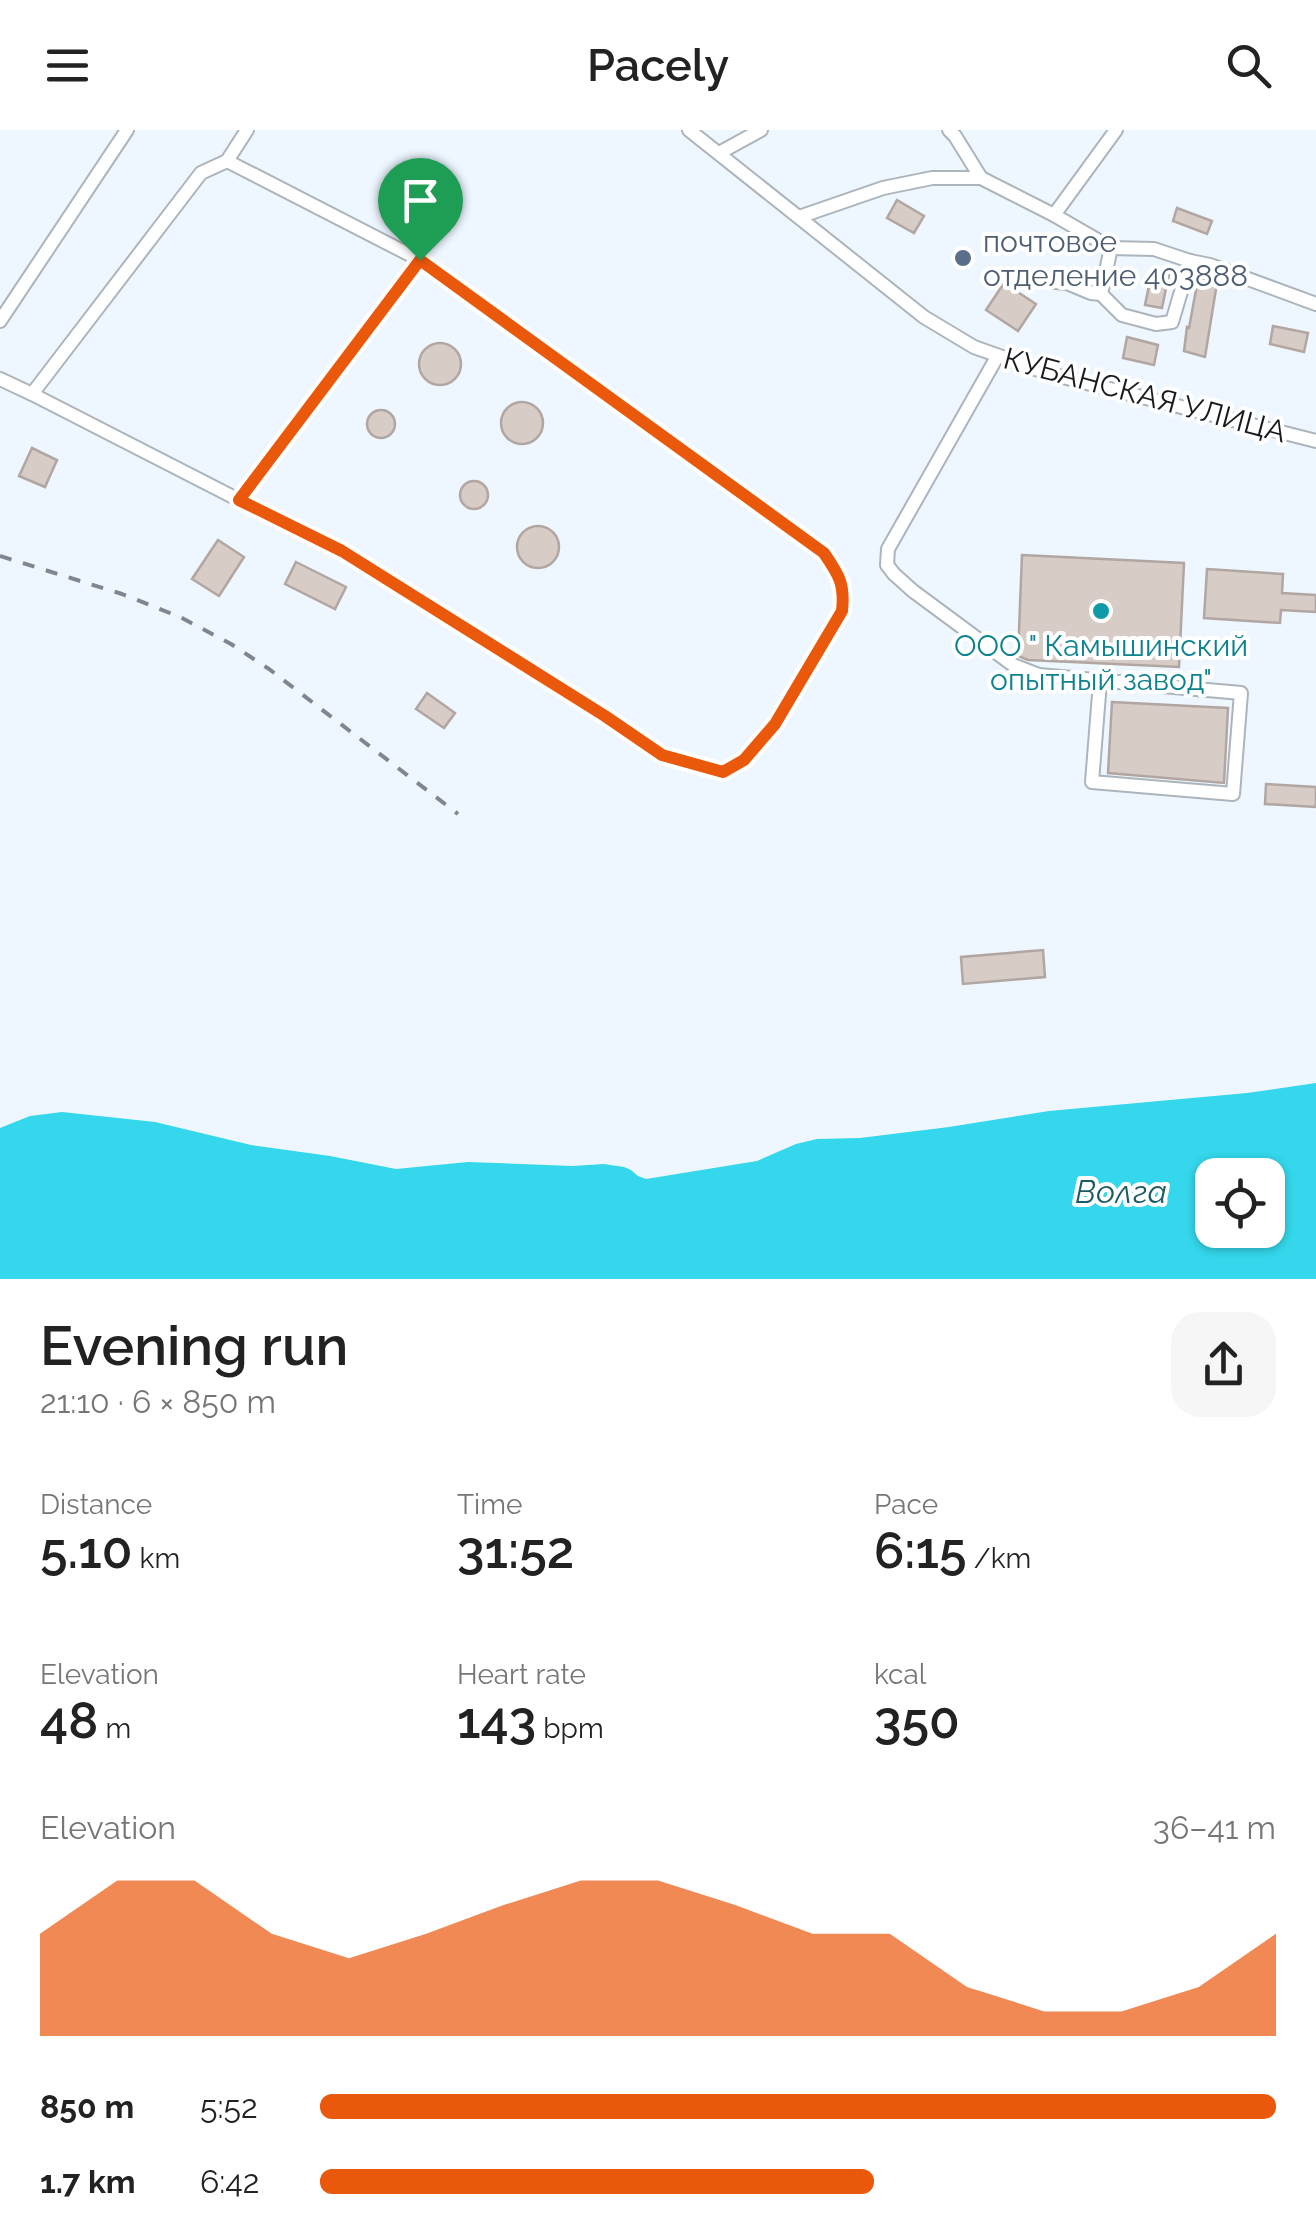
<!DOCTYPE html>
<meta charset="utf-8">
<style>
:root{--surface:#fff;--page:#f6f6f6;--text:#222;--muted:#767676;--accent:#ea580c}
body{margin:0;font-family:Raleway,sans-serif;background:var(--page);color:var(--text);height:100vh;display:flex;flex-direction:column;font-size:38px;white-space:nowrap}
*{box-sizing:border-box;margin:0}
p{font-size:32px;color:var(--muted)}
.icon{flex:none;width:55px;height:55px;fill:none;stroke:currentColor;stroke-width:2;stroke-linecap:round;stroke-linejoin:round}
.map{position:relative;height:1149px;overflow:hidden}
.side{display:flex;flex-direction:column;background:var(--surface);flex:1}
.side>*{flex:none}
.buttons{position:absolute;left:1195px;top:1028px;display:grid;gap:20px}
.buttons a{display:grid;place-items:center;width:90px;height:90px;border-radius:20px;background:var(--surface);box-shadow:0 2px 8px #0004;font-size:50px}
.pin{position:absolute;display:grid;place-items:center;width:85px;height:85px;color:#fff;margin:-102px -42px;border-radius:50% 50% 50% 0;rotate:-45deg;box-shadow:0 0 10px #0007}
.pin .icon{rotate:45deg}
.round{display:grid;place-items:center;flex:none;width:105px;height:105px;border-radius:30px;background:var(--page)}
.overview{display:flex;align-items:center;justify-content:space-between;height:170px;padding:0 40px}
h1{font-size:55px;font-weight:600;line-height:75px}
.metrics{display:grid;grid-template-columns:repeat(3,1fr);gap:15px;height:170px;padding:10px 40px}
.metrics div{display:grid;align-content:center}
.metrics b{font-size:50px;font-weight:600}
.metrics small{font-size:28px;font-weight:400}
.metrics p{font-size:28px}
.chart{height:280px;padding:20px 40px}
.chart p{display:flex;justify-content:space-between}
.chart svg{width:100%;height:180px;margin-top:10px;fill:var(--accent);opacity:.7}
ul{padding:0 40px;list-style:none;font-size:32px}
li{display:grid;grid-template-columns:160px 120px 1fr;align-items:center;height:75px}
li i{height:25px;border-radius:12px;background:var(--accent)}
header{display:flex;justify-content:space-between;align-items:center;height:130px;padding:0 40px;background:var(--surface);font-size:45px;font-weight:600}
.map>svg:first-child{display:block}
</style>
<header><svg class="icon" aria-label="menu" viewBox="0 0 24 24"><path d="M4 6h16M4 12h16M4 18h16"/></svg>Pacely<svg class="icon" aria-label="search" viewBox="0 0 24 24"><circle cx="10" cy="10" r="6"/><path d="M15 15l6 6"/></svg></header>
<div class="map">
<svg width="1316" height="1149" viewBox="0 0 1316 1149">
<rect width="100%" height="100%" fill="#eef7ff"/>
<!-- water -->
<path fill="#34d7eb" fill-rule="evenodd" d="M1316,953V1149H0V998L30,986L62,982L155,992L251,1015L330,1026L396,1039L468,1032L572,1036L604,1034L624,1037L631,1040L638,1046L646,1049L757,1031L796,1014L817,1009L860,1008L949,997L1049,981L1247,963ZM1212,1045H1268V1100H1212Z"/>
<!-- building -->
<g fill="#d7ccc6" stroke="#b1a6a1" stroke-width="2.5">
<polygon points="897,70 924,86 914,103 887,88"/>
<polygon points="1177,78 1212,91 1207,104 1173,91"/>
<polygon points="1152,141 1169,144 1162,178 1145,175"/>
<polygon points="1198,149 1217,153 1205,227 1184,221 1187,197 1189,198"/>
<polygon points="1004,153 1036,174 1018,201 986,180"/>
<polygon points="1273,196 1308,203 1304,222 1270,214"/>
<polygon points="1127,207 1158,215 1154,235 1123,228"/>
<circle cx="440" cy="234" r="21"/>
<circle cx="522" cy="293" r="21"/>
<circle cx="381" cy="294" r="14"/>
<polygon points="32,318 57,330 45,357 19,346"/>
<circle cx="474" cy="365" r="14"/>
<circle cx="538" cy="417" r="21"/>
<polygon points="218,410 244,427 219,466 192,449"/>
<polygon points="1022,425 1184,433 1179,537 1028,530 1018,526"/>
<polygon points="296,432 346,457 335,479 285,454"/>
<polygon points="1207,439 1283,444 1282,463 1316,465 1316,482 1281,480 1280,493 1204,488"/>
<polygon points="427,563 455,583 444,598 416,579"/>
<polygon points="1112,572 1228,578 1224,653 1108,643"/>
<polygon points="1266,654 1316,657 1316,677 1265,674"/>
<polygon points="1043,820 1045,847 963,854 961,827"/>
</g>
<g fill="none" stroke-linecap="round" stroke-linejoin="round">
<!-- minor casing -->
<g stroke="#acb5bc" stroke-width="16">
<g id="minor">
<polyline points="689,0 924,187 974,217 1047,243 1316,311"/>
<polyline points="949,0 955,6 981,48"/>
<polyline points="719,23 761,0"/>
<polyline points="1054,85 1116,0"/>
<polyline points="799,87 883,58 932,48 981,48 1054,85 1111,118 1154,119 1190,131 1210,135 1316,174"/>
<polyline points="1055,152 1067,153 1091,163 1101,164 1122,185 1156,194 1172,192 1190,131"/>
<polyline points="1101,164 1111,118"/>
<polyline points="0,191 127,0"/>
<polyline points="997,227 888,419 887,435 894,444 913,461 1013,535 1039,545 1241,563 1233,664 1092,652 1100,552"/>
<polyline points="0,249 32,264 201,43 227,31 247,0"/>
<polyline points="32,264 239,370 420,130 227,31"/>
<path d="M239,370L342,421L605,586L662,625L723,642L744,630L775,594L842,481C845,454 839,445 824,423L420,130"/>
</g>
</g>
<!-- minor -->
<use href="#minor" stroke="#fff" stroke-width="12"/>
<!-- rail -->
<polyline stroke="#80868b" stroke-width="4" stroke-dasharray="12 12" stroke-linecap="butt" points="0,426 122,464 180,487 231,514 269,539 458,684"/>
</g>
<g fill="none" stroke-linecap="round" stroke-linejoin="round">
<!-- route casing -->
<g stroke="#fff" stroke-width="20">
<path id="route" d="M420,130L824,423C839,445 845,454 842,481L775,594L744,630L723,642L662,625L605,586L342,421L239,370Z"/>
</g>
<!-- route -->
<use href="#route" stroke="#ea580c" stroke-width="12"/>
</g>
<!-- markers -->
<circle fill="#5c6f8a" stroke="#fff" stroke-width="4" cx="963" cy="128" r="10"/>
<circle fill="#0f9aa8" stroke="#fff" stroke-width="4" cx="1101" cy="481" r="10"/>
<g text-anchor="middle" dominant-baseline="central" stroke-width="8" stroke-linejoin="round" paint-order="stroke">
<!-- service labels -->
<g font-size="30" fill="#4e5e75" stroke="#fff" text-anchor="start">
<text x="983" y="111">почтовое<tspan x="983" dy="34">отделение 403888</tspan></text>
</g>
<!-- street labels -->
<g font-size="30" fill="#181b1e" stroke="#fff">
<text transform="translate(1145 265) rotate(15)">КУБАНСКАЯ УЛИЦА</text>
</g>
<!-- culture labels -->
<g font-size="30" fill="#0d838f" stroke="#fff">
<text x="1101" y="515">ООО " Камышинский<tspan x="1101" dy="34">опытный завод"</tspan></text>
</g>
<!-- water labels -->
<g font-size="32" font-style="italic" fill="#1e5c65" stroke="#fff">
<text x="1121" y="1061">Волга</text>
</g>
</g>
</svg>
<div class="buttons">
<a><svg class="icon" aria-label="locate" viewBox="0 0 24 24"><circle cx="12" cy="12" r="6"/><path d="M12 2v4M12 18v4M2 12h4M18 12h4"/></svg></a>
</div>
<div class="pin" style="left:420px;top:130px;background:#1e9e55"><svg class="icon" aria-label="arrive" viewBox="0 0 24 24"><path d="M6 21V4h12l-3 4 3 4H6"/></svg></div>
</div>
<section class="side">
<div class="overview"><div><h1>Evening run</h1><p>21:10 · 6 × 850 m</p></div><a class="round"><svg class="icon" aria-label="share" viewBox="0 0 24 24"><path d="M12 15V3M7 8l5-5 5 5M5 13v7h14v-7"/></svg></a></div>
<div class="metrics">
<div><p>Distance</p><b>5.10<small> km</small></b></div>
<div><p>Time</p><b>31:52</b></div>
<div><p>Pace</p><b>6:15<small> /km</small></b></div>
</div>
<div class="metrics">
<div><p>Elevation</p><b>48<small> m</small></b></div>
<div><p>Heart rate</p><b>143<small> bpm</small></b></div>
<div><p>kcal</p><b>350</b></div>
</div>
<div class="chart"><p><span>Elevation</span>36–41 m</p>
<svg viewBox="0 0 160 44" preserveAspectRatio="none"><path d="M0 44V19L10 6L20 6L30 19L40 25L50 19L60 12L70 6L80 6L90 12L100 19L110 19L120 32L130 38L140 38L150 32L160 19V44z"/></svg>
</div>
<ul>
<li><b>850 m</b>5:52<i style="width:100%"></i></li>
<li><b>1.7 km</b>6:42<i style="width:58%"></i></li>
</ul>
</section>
##############################
Problem details
An exact copy of the lines from the one with "<div><p>Heart rate</p><b>143<small> bpm</small></b></div>" through the final line of the entries is the whole answer.

Answer space
<div><p>Heart rate</p><b>143<small> bpm</small></b></div>
<div><p>kcal</p><b>350</b></div>
</div>
<div class="chart"><p><span>Elevation</span>36–41 m</p>
<svg viewBox="0 0 160 44" preserveAspectRatio="none"><path d="M0 44V19L10 6L20 6L30 19L40 25L50 19L60 12L70 6L80 6L90 12L100 19L110 19L120 32L130 38L140 38L150 32L160 19V44z"/></svg>
</div>
<ul>
<li><b>850 m</b>5:52<i style="width:100%"></i></li>
<li><b>1.7 km</b>6:42<i style="width:58%"></i></li>
</ul>
</section>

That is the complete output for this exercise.